Earnest atheists look for God

By James Carroll
Globe Columnist
September 16, 2013

IN MASSACHUSETTS, an atheist challenge to the “under God” phrase in the Pledge of Allegiance is winding its way through the courts, to be decided in coming months by the Supreme Judicial Court. Deja vu all over again? Haven’t we seen this passion play before? For a generation or more, the battle lines have been hardening — between nonbelievers who see religious expression in public life as presumptuous and believers who see the restrictions on such expression as a dismissal of its value. But in an era when religion has become so heavily armed, we need a more reasoned discussion of what God, and the belief in God, brings to the world.

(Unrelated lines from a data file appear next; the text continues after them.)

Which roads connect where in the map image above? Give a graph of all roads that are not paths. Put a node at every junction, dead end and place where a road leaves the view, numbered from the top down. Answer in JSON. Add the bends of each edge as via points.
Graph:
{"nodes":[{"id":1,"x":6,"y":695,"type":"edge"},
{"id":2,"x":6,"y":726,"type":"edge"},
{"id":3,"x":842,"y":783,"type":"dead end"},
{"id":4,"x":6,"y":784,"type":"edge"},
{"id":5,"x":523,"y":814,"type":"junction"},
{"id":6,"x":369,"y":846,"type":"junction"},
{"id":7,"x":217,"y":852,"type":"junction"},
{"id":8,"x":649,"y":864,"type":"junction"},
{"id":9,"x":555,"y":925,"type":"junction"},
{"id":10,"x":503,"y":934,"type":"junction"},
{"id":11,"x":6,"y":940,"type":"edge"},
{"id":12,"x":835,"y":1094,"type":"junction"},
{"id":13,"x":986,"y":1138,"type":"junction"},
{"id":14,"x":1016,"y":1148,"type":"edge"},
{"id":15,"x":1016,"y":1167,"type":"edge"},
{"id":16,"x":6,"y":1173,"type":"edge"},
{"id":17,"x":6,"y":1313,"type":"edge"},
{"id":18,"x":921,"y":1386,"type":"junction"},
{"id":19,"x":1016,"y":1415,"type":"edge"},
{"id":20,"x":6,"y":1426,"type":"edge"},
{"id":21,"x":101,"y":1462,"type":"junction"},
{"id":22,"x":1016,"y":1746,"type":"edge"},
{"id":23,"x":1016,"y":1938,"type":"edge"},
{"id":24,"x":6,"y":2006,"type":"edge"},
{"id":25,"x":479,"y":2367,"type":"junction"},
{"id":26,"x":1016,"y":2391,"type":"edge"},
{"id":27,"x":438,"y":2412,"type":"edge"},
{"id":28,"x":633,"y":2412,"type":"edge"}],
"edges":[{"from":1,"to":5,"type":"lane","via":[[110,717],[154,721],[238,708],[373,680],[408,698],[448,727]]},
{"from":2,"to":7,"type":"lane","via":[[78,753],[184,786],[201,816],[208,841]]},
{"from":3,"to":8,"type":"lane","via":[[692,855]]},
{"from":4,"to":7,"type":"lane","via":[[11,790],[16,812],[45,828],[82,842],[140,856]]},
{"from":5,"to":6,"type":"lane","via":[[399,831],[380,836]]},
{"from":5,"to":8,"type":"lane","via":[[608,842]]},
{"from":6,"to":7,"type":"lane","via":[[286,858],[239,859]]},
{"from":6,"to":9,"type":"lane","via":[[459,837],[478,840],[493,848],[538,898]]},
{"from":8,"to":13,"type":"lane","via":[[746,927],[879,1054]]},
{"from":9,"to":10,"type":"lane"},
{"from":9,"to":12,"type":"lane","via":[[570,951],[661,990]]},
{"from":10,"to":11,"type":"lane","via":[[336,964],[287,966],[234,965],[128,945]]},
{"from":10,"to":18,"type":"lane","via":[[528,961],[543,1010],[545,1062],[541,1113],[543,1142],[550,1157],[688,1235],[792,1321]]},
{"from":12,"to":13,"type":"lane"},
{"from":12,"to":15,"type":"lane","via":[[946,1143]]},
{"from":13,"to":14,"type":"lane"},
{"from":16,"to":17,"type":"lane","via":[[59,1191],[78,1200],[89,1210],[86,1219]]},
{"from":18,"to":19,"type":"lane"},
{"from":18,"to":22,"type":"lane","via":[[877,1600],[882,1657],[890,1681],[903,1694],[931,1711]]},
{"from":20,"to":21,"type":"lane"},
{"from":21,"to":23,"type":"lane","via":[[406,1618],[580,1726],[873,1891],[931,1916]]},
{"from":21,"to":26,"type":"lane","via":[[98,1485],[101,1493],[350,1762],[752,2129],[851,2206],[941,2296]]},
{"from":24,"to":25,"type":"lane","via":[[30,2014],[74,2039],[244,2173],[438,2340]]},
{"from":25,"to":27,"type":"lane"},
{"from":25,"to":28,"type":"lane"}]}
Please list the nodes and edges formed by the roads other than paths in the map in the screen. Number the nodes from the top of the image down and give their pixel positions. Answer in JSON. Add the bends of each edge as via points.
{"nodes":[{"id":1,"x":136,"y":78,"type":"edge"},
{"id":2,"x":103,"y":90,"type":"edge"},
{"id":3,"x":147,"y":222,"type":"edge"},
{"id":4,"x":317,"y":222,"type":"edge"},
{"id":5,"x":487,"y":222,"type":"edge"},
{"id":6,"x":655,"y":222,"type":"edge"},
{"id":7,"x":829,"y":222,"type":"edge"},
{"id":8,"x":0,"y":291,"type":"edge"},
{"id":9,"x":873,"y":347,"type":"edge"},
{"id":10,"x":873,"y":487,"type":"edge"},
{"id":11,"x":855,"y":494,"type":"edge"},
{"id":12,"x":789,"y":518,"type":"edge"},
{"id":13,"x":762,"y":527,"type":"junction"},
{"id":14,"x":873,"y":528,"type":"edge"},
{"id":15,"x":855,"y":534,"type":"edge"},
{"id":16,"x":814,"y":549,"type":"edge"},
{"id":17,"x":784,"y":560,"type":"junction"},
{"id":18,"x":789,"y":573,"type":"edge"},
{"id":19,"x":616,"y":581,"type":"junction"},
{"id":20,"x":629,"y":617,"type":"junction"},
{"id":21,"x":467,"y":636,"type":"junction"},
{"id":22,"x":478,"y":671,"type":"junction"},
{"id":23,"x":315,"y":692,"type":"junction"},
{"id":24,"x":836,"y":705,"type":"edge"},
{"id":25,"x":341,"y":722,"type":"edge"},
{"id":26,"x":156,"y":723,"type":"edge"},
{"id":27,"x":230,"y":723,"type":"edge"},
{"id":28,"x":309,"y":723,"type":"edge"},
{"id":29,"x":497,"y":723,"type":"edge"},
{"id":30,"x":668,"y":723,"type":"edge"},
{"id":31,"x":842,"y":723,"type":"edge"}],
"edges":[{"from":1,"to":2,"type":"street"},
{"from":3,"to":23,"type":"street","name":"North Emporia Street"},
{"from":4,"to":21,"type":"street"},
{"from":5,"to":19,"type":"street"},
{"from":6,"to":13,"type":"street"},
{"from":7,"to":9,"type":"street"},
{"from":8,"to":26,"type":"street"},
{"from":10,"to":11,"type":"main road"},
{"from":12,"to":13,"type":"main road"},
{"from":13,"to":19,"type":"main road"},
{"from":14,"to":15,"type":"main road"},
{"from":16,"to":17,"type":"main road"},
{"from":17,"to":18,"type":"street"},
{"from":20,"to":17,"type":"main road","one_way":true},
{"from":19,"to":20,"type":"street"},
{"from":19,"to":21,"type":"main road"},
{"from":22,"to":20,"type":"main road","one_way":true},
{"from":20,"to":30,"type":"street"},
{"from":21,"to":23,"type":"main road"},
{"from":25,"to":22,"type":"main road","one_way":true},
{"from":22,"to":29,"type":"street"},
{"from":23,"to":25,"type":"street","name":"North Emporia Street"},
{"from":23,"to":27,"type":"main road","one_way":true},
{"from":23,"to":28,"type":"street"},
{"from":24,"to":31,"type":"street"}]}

And if a self-described secular thinker like Ronald Dworkin could be open to such a discussion, so should the rest of us.

Dworkin died earlier this year at 81. He was a prominent philosopher of law, a professor at New York University, famous as an advocate of a “moral reading” of the US Constitution. And in a just-published book, he shines a brighter light on the true meaning of religion than anything produced lately by defenders of the faith. By his own account, he was a religious man, but also an atheist. That paradox leads him both to a deeper sense of faith and to a fuller appreciation of what it means to disavow the divine. Dworkin’s book is suggestively titled, “Religion Without God.”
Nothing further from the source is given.